C’était mue par un sentiment d’amour à l’égard de sa mère que Otoko avait fait son portrait. Elle ne pouvait se la représenter qu’en pleine jeunesse et dans toute sa beauté. Quel manque de profondeur et quelle mièvrerie dans ce portrait comparé à la ferveur qui émanait de celui peint par Nakamura Tsune au seuil de la mort ! Mais la vie d’Otoko n’avait-elle pas précisément manqué de profondeur ?
Otoko n’avait pas fait ce portrait du vivant de sa mère. Après sa mort, elle s’était inspirée pour l’exécuter de l’une de ses photographies. Mais elle avait peint sa mère plus jeune et plus belle encore que sur la photographie. N’ignorant pas combien elle ressemblait à sa mère, il lui arrivait, tout en peignant, de regarder son propre visage réfléchi dans la glace. Aussi n’était-ce pas étonnant qu’une certaine suavité émanât de ce portrait, mais se pouvait-il néanmoins qu’il manquât totalement de profondeur et fût dépourvu d’âme ?

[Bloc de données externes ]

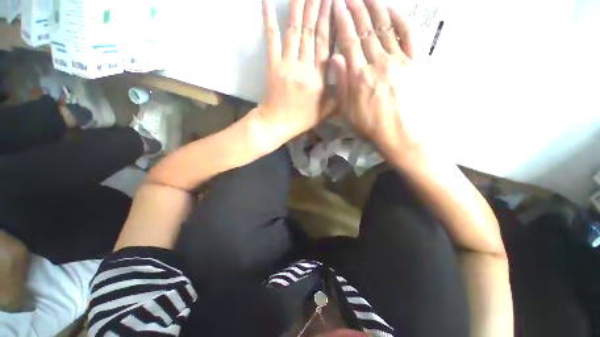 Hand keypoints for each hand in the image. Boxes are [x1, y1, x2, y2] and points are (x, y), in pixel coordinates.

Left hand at [256, 0, 335, 144]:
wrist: (277, 124)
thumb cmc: (301, 120)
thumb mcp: (325, 112)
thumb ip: (338, 96)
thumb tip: (350, 78)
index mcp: (319, 79)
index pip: (326, 44)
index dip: (331, 20)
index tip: (334, 1)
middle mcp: (305, 67)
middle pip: (312, 32)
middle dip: (317, 6)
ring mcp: (287, 64)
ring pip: (295, 30)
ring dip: (300, 6)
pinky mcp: (272, 65)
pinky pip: (271, 39)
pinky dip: (268, 19)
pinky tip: (266, 1)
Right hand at [331, 0, 421, 158]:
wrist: (402, 134)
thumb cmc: (371, 126)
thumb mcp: (348, 111)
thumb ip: (341, 84)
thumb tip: (335, 58)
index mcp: (359, 75)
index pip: (349, 41)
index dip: (343, 22)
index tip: (337, 6)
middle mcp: (378, 62)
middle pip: (366, 30)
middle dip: (355, 9)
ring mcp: (398, 59)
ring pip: (385, 27)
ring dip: (374, 7)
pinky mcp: (414, 62)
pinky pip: (408, 35)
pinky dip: (400, 19)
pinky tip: (392, 8)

Otoko se souvint que sa mère n’avait plus jamais consenti qu’on la photographiât depuis leur installation à Kyôto. Pour l’article consacré à Otoko, un photographe de Tôkyô avait voulu les prendre toutes deux en photo, mais sa mère s’y était refusée. Pour la première fois, Otoko comprit que c’était son chagrin qui avait poussé sa mère à agir de la sorte. Elle vivait avec sa fille à Kyôto comme une femme mise au ban de la société et avait même coupé les liens avec ses amis de Tôkyô les plus intimes. Otoko se sentait également rejetée, mais elle n’avait alors que dix-sept ans et son isolement et sa solitude étaient d’un autre genre que ceux qu’éprouvait sa mère. Elle était également différente de sa mère en ce qu’elle continuait à aimer Oki, bien que son amour pour lui ne fît que la blesser.
En comparant ainsi le portrait que Nakamura Tsune avait fait de sa mère et celui qu’elle avait elle-même exécuté, Otoko se demanda si elle ne devrait pas faire de sa mère un second portrait.
Keiko était allée rejoindre Taichirô. Pour Otoko, c’était comme un abandon. Il lui sembla qu’elle ne pourrait plus jamais réprimer l’angoisse dont elle se sentait envahie.
Ce matin, Keiko n’avait pas prononcé le mot de vengeance, comme elle le faisait d’ordinaire. Elle avait déclaré qu’elle haïssait les hommes, mais ce n’était pas là un aveu qu’il convenait de prendre en considération.
Elle s’était trahie en prétextant, pour ne pas prendre de petit déjeuner, un dîner tard dans la nuit. Que voulait donc faire Keiko au fils d’Oki ? Qu’allait-il advenir d’elles et qu’allait devenir Otoko, qui depuis vingt-quatre ans vivait prisonnière de son amour pour Oki ? Otoko sentit qu’elle ne pouvait rester assise ainsi à ne rien faire.
Puisqu’elle n’avait pas réussi à empêcher Keiko de se rendre à son rendez-vous, il ne lui restait plus qu’à courir après elle et à rencontrer Taichirô afin de le mettre en garde. Mais Otoko avait oublié de demander à la jeune fille l’endroit où était descendu Taichirô, ainsi que le lieu de leur rendez-vous.